## Work to be completed
Apart from the images, reproduce all of the data word for word.

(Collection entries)
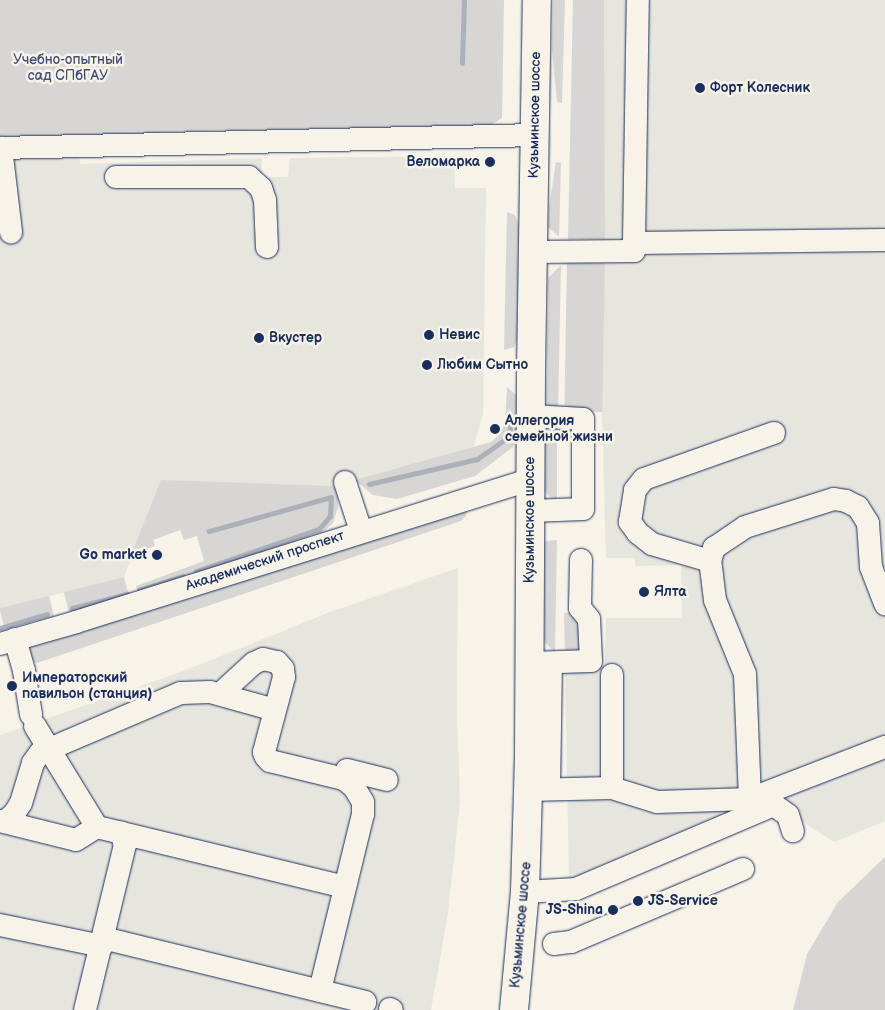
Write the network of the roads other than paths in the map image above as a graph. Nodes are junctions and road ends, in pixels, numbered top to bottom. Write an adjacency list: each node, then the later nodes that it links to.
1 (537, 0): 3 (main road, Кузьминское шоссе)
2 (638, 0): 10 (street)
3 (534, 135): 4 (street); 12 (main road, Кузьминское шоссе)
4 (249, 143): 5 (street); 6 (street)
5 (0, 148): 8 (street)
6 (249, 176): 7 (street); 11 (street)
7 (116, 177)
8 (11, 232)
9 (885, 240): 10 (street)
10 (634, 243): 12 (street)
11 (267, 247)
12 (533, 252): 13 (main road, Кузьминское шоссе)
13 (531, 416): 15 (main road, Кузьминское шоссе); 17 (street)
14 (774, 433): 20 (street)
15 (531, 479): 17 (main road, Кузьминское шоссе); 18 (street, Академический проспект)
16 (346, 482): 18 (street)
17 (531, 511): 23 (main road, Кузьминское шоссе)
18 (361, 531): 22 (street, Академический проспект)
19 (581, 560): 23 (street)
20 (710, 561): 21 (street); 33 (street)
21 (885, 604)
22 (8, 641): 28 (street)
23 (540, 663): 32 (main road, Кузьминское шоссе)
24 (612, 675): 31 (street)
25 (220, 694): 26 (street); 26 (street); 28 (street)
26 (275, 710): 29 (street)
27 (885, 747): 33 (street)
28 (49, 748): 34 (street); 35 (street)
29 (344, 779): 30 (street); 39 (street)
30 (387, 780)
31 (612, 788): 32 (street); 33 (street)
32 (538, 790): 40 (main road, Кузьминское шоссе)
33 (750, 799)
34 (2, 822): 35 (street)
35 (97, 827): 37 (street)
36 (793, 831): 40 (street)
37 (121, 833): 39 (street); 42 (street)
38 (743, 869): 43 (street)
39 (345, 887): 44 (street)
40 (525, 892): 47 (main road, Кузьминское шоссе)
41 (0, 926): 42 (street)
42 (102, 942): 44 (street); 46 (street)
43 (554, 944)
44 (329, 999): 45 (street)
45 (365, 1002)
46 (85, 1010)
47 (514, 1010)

## Exercise solution
Write the network of the roads other than paths in the map image above as a graph. Nodes are junctions and road ends, in pixels, numbered top to bottom. Write an adjacency list: each node, then the later nodes that it links to.
1 (537, 0): 3 (main road, Кузьминское шоссе)
2 (638, 0): 10 (street)
3 (534, 135): 4 (street); 12 (main road, Кузьминское шоссе)
4 (249, 143): 5 (street); 6 (street)
5 (0, 148): 8 (street)
6 (249, 176): 7 (street); 11 (street)
7 (116, 177)
8 (11, 232)
9 (885, 240): 10 (street)
10 (634, 243): 12 (street)
11 (267, 247)
12 (533, 252): 13 (main road, Кузьминское шоссе)
13 (531, 416): 15 (main road, Кузьминское шоссе); 17 (street)
14 (774, 433): 20 (street)
15 (531, 479): 17 (main road, Кузьминское шоссе); 18 (street, Академический проспект)
16 (346, 482): 18 (street)
17 (531, 511): 23 (main road, Кузьминское шоссе)
18 (361, 531): 22 (street, Академический проспект)
19 (581, 560): 23 (street)
20 (710, 561): 21 (street); 33 (street)
21 (885, 604)
22 (8, 641): 28 (street)
23 (540, 663): 32 (main road, Кузьминское шоссе)
24 (612, 675): 31 (street)
25 (220, 694): 26 (street); 26 (street); 28 (street)
26 (275, 710): 29 (street)
27 (885, 747): 33 (street)
28 (49, 748): 34 (street); 35 (street)
29 (344, 779): 30 (street); 39 (street)
30 (387, 780)
31 (612, 788): 32 (street); 33 (street)
32 (538, 790): 40 (main road, Кузьминское шоссе)
33 (750, 799)
34 (2, 822): 35 (street)
35 (97, 827): 37 (street)
36 (793, 831): 40 (street)
37 (121, 833): 39 (street); 42 (street)
38 (743, 869): 43 (street)
39 (345, 887): 44 (street)
40 (525, 892): 47 (main road, Кузьминское шоссе)
41 (0, 926): 42 (street)
42 (102, 942): 44 (street); 46 (street)
43 (554, 944)
44 (329, 999): 45 (street)
45 (365, 1002)
46 (85, 1010)
47 (514, 1010)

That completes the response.